8. Watch Livestock Feed
Carefully scrutinize livestock feed brought in from out of your area.
“The initial finds of Palmer amaranth in Indiana were around dairies,” says Johnson. “The seed was brought in through dairy rations like cottonseed and cottonseed hulls.”
9. Scrutinize Free Manure
Weed seed spread can also occur by manure. “People have to be cautious about taking free manure from these dairies,” says Johnson. If dairies have fed cattle cottonseed or cottonseed hulls in the past 10 years, Johnson advises first scouting areas where manure is spread or stored for the presence of Palmer amaranth.
10. Control Weeds Adjacent to Fields
Palmer amaranth plants grow in fence rows and drainage ditches. “Birds will eat seeds, and when they land on power lines, they will spread it around,” says Johnson. “Weeds can move out if you don’t provide sanitation on field and drain tile edges.”
11. Harvest Infested Fields Last
Combine your cleaner fields first and the weediest ones last, says Johnson. That way, you won’t be spreading weed seeds from your weediest fields all harvest season. A combine can act as a super seeder, potentially sowing herbicide-resistant weeds on every field round.

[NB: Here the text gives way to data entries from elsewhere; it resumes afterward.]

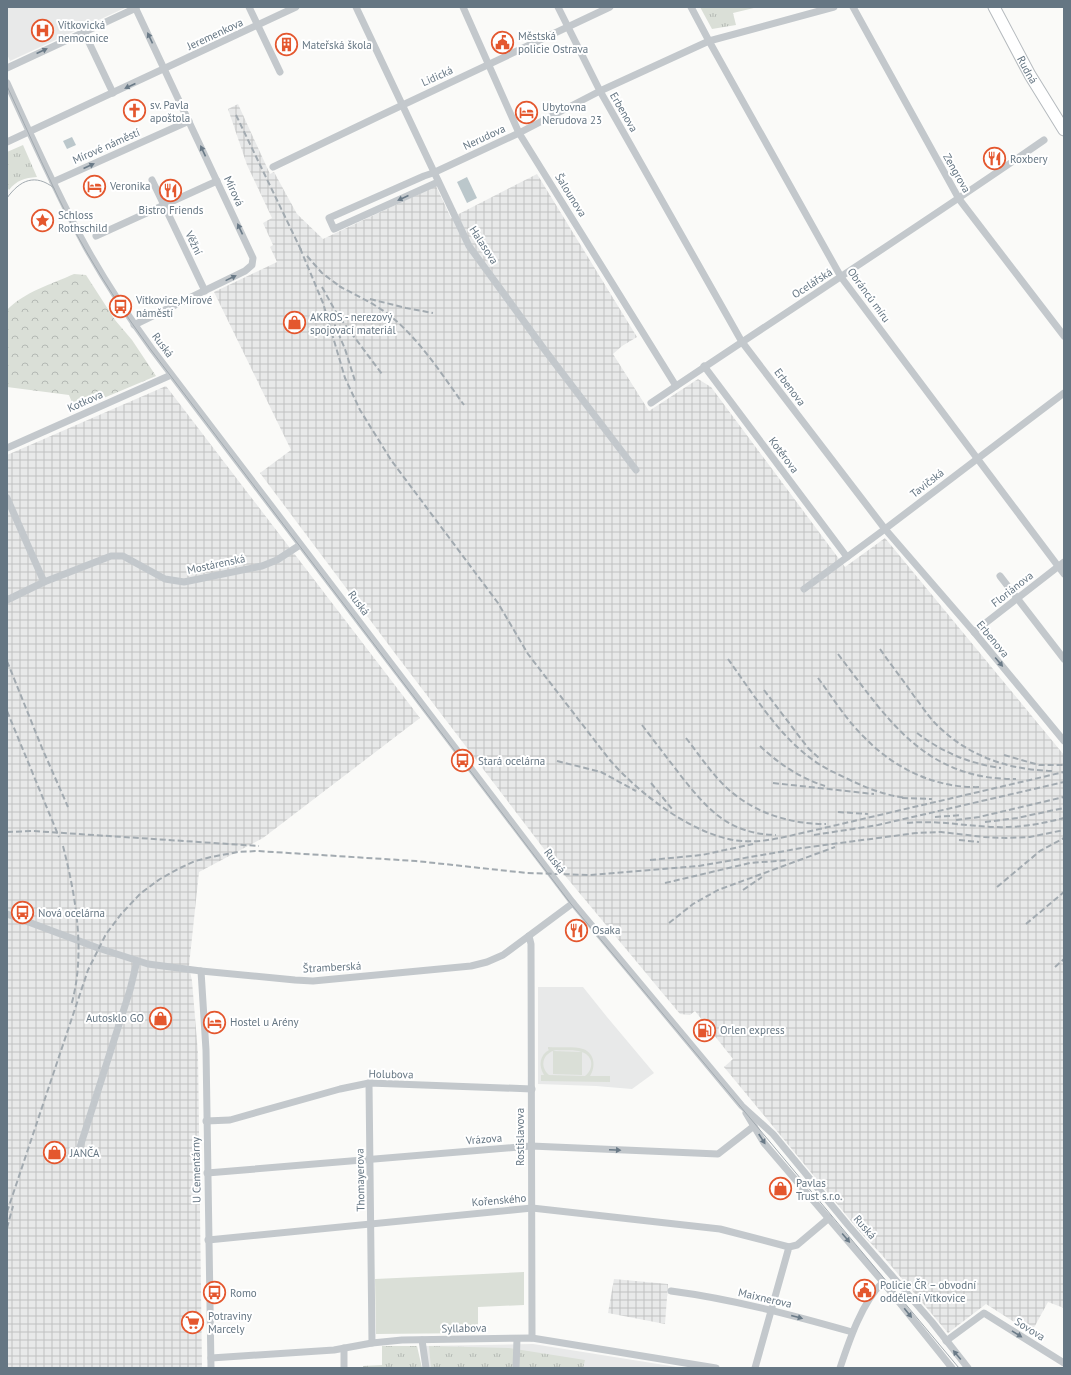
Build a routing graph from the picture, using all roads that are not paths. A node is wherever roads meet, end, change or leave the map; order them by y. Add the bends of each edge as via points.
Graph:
1 (249, 7) edge
2 (296, 7) edge
3 (356, 7) edge
4 (463, 7) edge
5 (558, 7) edge
6 (610, 7) edge
7 (691, 7) edge
8 (834, 7) edge
9 (853, 7) edge
10 (994, 7) edge
11 (136, 8) edge
12 (258, 26) junction
13 (569, 26) junction
14 (84, 32) junction
15 (709, 41) junction
16 (488, 65) junction
17 (7, 68) edge
18 (165, 69) junction
19 (280, 72) dead end
20 (7, 83) edge
21 (600, 91) junction
22 (114, 93) junction
23 (401, 104) junction
24 (189, 120) junction
25 (1064, 130) edge
26 (30, 132) junction
27 (519, 133) junction
28 (1044, 140) dead end
29 (7, 142) edge
30 (273, 167) dead end
31 (433, 173) junction
32 (152, 180) dead end
33 (217, 181) junction
34 (53, 182) junction
35 (438, 182) junction
36 (959, 199) junction
37 (164, 205) junction
38 (96, 236) dead end
39 (840, 277) junction
40 (205, 291) junction
41 (134, 325) junction
42 (1064, 336) edge
43 (742, 342) junction
44 (704, 366) junction
45 (171, 375) junction
46 (676, 386) junction
47 (1064, 394) edge
48 (651, 403) dead end
49 (7, 448) edge
50 (977, 458) junction
51 (636, 470) dead end
52 (7, 498) edge
53 (885, 529) junction
54 (300, 545) junction
55 (847, 557) junction
56 (1061, 564) edge
57 (1064, 574) edge
58 (1000, 576) dead end
59 (44, 582) junction
60 (804, 589) dead end
61 (1018, 599) junction
62 (7, 600) edge
63 (974, 632) junction
64 (1064, 659) edge
65 (1064, 741) edge
66 (573, 903) junction
67 (7, 914) edge
68 (529, 936) junction
69 (137, 961) junction
70 (200, 971) junction
71 (369, 1083) junction
72 (532, 1089) junction
73 (742, 1106) junction
74 (206, 1120) junction
75 (754, 1126) junction
76 (531, 1146) junction
77 (80, 1147) dead end
78 (370, 1160) junction
79 (207, 1173) junction
80 (532, 1208) junction
81 (829, 1218) junction
82 (371, 1223) junction
83 (208, 1240) junction
84 (789, 1247) junction
85 (883, 1282) junction
86 (671, 1291) dead end
87 (771, 1310) junction
88 (852, 1332) junction
89 (532, 1338) junction
90 (517, 1339) junction
91 (422, 1340) junction
92 (946, 1341) junction
93 (372, 1342) junction
94 (344, 1348) junction
95 (211, 1358) junction
96 (1064, 1363) edge
97 (211, 1368) edge
98 (344, 1368) edge
99 (426, 1368) edge
100 (516, 1368) edge
101 (716, 1368) edge
102 (755, 1368) edge
103 (840, 1368) edge
104 (952, 1368) edge
105 (968, 1368) edge

1 - 12 street
2 - 12 street, Jeremenkova
3 - 23 street, Halasova
4 - 16 street, Šalounova
5 - 13 street, Erbenova
6 - 13 street, Lidická
7 - 15 street, Obránců míru
8 - 15 street, Nerudova
9 - 36 street, Zengrova
10 - 25 main road, Rudná via 1030,75
11 - 14 street
18 -> 11 street, Mírová
12 - 18 street, Jeremenkova
12 - 19 street
13 - 16 street, Lidická
13 - 21 street, Erbenova
17 -> 14 street
14 - 22 street
15 - 21 street, Nerudova
15 - 39 street, Obránců míru
16 - 23 street, Lidická
16 - 27 street, Šalounova
18 -> 22 street
18 - 24 street, Mírová
20 - 26 street, Ruská
21 - 27 street, Nerudova
21 - 43 street, Erbenova
22 - 26 street
23 - 30 street, Lidická
23 - 31 street, Halasova
33 -> 24 street, Mírová
34 -> 24 street, Mírové náměstí
26 - 29 street
26 - 34 street, Ruská
27 - 31 street, Nerudova
27 - 46 street, Šalounova
28 - 36 street, Ocelářská
31 - 35 street, Halasova
35 -> 31 street, Nerudova via 334,229 329,218
32 - 37 street, Věžní
33 - 37 street
40 -> 33 street, Mírová via 248,270 253,261
34 - 41 street, Ruská via 95,262
35 - 51 street, Halasova via 469,246
36 - 39 street, Ocelářská
36 - 42 street, Zengrova
37 - 38 street
37 - 40 street, Věžní
39 - 43 street, Ocelářská
39 - 50 street, Obránců míru
40 - 41 street, Mírová
41 - 45 street, Ruská
43 - 44 street, Ocelářská
43 - 53 street, Erbenova
44 - 46 street, Ocelářská
44 - 55 street, Kotěrova
45 - 49 street, Kotkova
45 - 54 street, Ruská
46 - 48 street, Ocelářská
47 - 50 street, Tavičská
50 - 53 street, Tavičská
50 - 56 street, Obránců míru
52 - 59 street
53 - 55 street, Tavičská
53 - 63 street, Erbenova
54 - 59 street, Mostárenská via 277,560 262,566 184,582 165,579 123,556 111,556
54 - 66 street, Ruská
55 - 60 street, Tavičská
56 - 57 street, Obránců míru
56 - 61 street, Floriánova
58 - 61 street
59 - 62 street, Mostárenská
61 - 63 street, Floriánova
61 - 64 street
63 -> 65 street, Erbenova
66 - 68 street, Štramberská
66 - 73 street, Ruská
67 - 69 street, Štramberská
68 - 70 street, Štramberská via 503,955 471,966 313,981
68 - 72 street, Rostislavova via 532,944
69 - 70 street, Štramberská
69 - 77 street
70 - 74 street, U Cementárny via 205,1032
71 - 72 street, Holubova
71 - 74 street, Holubova via 230,1120
71 - 78 street, Thomayerova
72 - 76 street, Rostislavova
73 - 75 street, Ruská
73 - 92 street, Ruská via 773,1134
74 - 79 street, U Cementárny
76 -> 75 street, Vrázova via 718,1154
75 -> 81 street, Ruská via 764,1143
76 - 78 street, Vrázova
76 - 80 street, Rostislavova
78 - 79 street, Vrázova
78 - 82 street, Thomayerova
79 - 83 street, U Cementárny
80 - 82 street, Kořenského
80 - 84 street, Kořenského via 720,1229
80 - 89 street, Rostislavova
81 - 84 street via 796,1245
81 -> 85 street, Ruská
82 - 83 street, Kořenského
82 - 93 street, Thomayerova
83 - 95 street, U Cementárny
84 - 87 street
85 - 88 street via 872,1295
85 -> 104 street, Ruská
86 - 87 street, Maixnerova
87 -> 88 street, Maixnerova
87 - 102 street
88 - 103 street
89 - 90 street, Syllabova
89 - 101 street, Syllabova
90 - 91 street, Syllabova
90 - 100 street
91 - 93 street, Syllabova
91 - 99 street
92 -> 96 street, Sovova via 984,1313
105 -> 92 street, Ruská
93 - 94 street, Syllabova
94 - 95 street, Syllabova
94 - 98 street
95 - 97 street, U Cementárny

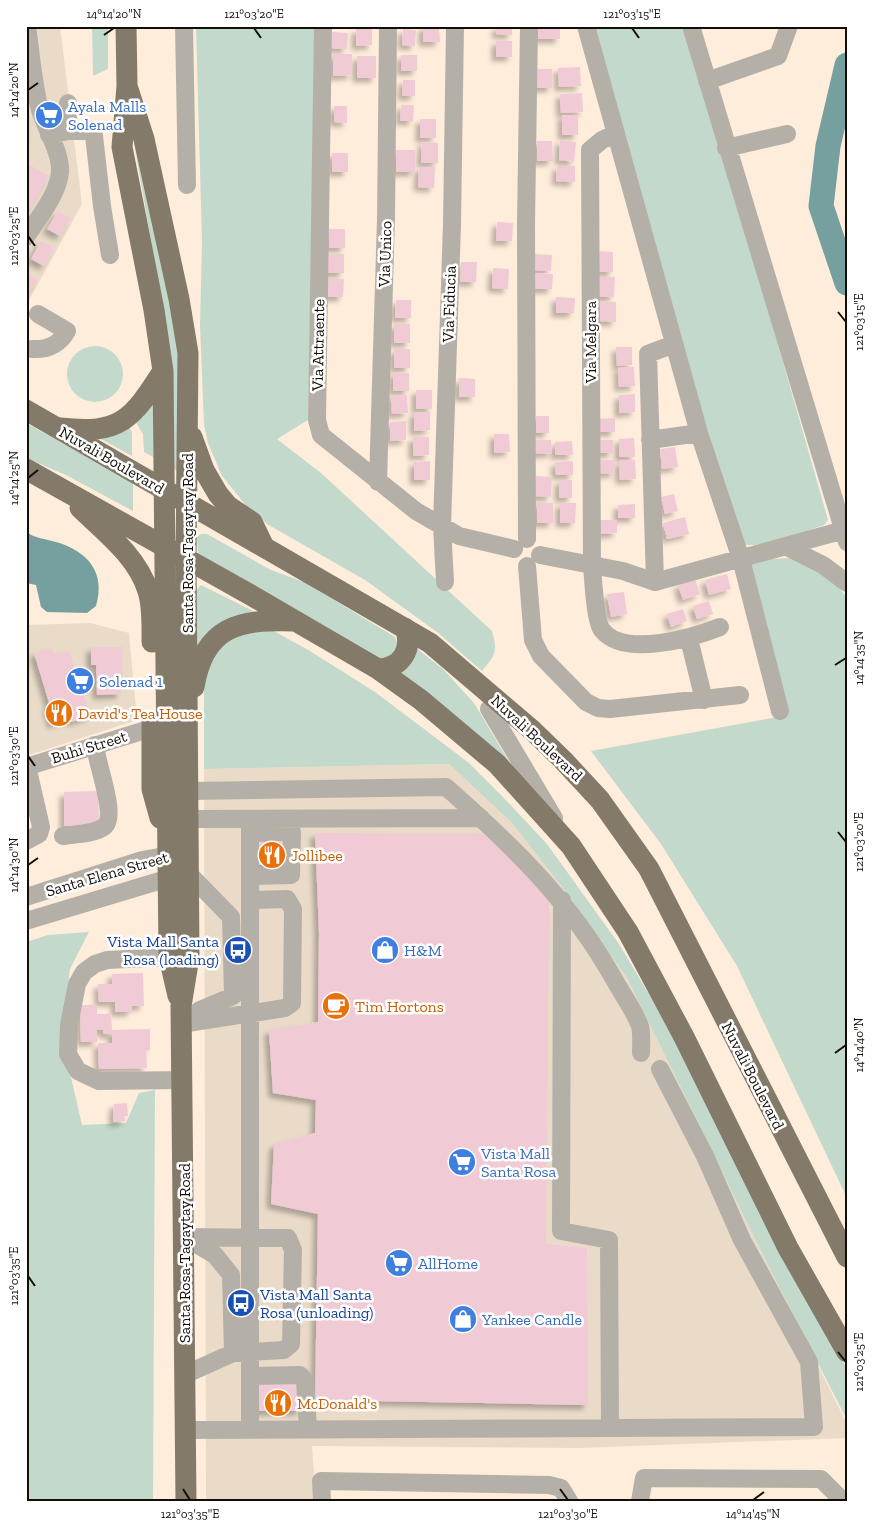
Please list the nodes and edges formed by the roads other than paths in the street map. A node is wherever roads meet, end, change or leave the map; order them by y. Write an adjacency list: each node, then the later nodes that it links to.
1 (27, 26): 17 (street)
2 (126, 26): 12 (main road, Santa Rosa-Tagaytay Road)
3 (184, 26): 19 (street)
4 (323, 26): 32 (street, Via Attraente)
5 (388, 26): 32 (street, Via Unico)
6 (456, 26): 36 (street, Via Fiducia)
7 (529, 26): 38 (street)
8 (586, 26): 15 (street)
9 (691, 26): 11 (street)
10 (788, 26): 11 (street)
11 (707, 81): 18 (street)
12 (127, 86): 25 (main road, Santa Rosa-Tagaytay Road); 27 (main road, Santa Rosa-Tagaytay Road)
13 (68, 103): 14 (street)
14 (68, 131): 17 (street); 21 (street)
15 (616, 133): 23 (street); 45 (street, Via Melgara)
16 (787, 134): 18 (street)
17 (49, 135): 20 (street)
18 (726, 148): 37 (street)
19 (187, 185)
20 (26, 237)
21 (110, 255)
22 (38, 314): 24 (street)
23 (674, 344): 29 (street); 30 (street)
24 (32, 349)
25 (163, 370): 28 (main road); 34 (main road, Santa Rosa-Tagaytay Road)
26 (26, 410): 28 (main road, Nuvali Boulevard)
27 (188, 425): 35 (main road, Santa Rosa-Tagaytay Road); 40 (main road)
28 (56, 428): 34 (main road, Nuvali Boulevard)
29 (699, 433): 30 (street); 43 (street)
30 (650, 440): 47 (street)
31 (26, 469): 33 (main road, Nuvali Boulevard)
32 (378, 482): 36 (street, Via Attraente)
33 (57, 487): 39 (main road, Nuvali Boulevard); 55 (main road)
34 (165, 491): 35 (main road, Nuvali Boulevard); 39 (main road, Santa Rosa-Tagaytay Road)
35 (186, 503): 40 (main road, Nuvali Boulevard); 42 (main road, Santa Rosa-Tagaytay Road)
36 (442, 526): 38 (street, Via Attraente); 46 (street, Via Fiducia)
37 (845, 536): 41 (street)
38 (520, 544): 44 (street); 44 (street)
39 (166, 547): 42 (main road, Nuvali Boulevard); 53 (main road, Santa Rosa-Tagaytay Road)
40 (264, 547): 50 (main road, Nuvali Boulevard)
41 (787, 547): 43 (street); 48 (street)
42 (186, 558): 49 (main road, Nuvali Boulevard); 61 (main road, Santa Rosa-Tagaytay Road)
43 (742, 559): 47 (street); 59 (street)
44 (534, 560): 45 (street); 57 (street)
45 (592, 565): 47 (street); 52 (street)
46 (445, 582)
47 (655, 582)
48 (847, 582)
49 (295, 621): 54 (main road, Nuvali Boulevard); 61 (main road)
50 (405, 628): 54 (main road); 86 (main road, Nuvali Boulevard)
51 (720, 628): 52 (street)
52 (690, 639): 57 (street)
53 (166, 642): 55 (main road); 71 (main road, Santa Rosa-Tagaytay Road)
54 (378, 669): 70 (main road, Nuvali Boulevard)
55 (152, 686): 60 (main road)
56 (740, 695): 57 (street)
57 (704, 700)
58 (489, 709): 70 (street, Nuvali Boulevard)
59 (780, 711)
60 (152, 728): 62 (street, Buhi Street); 71 (main road)
61 (187, 729): 64 (main road, Santa Rosa-Tagaytay Road)
62 (95, 745): 63 (street, Buhi Street); 68 (street)
63 (27, 766): 69 (street)
64 (188, 791): 65 (street); 66 (main road, Santa Rosa-Tagaytay Road)
65 (481, 818): 67 (street); 76 (street)
66 (188, 819): 67 (street); 71 (main road, Santa Rosa-Tagaytay Road)
67 (250, 826): 73 (street); 73 (street)
68 (63, 836)
69 (26, 841)
70 (571, 846): 88 (main road, Nuvali Boulevard)
71 (175, 853): 72 (main road, Santa Rosa-Tagaytay Road); 74 (street, Santa Elena Street)
72 (179, 876): 77 (street, Santa Elena Street); 78 (main road, Santa Rosa-Tagaytay Road); 80 (main road, Santa Rosa-Tagaytay Road); 80 (street)
73 (250, 876): 75 (street)
74 (26, 897)
75 (250, 900): 79 (street); 79 (street)
76 (562, 900): 81 (street); 91 (street)
77 (26, 921)
78 (169, 957): 80 (main road, Santa Rosa-Tagaytay Road); 83 (street)
79 (250, 1013): 80 (street); 85 (street)
80 (181, 1015): 83 (main road, Santa Rosa-Tagaytay Road)
81 (641, 1053)
82 (660, 1069): 91 (street)
83 (183, 1080): 84 (main road, Santa Rosa-Tagaytay Road)
84 (183, 1237): 85 (street); 87 (street); 89 (main road, Santa Rosa-Tagaytay Road)
85 (250, 1237): 87 (street); 87 (street)
86 (847, 1257)
87 (242, 1352): 89 (street); 90 (street)
88 (847, 1352)
89 (184, 1375): 93 (main road, Santa Rosa-Tagaytay Road)
90 (250, 1376): 92 (street); 94 (street)
91 (610, 1428): 92 (street)
92 (308, 1429): 94 (street)
93 (185, 1430): 94 (street); 96 (main road, Santa Rosa-Tagaytay Road)
94 (250, 1430)
95 (565, 1494): 97 (street)
96 (186, 1501)
97 (322, 1501)
98 (640, 1501): 99 (street)
99 (843, 1501)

12. Scout for Rogue Waterhemp and Palmer Amaranth Plants
That’s because a few stray plants of these pigweeds can leave up to 1 millions seeds each for next year.
“Mice and birds can take 750,000 of those, but that still leaves 250,000 of them,” says Craig Lamoureux, a Monsanto technology development representative.
What to do? Well, you could take a step from long ago and hand pull them. DeGroote and his employees took some time out last summer to hand-pull rogue glyphosate-resistant waterhemp from his fields.
“It was a 1-acre part in a field,” he says. “I took my employees and we went out and pulled them by hand to prevent them from reseeding.”
13. Prioritize Planting Over Spraying
Planting season is a hectic, hurried time. Still, planting into a weedy field rather than a weed-free one puts the crop behind the eight ball before it even starts.
“Today, I will shut the planter down to spray before I plant a field,” says Wells.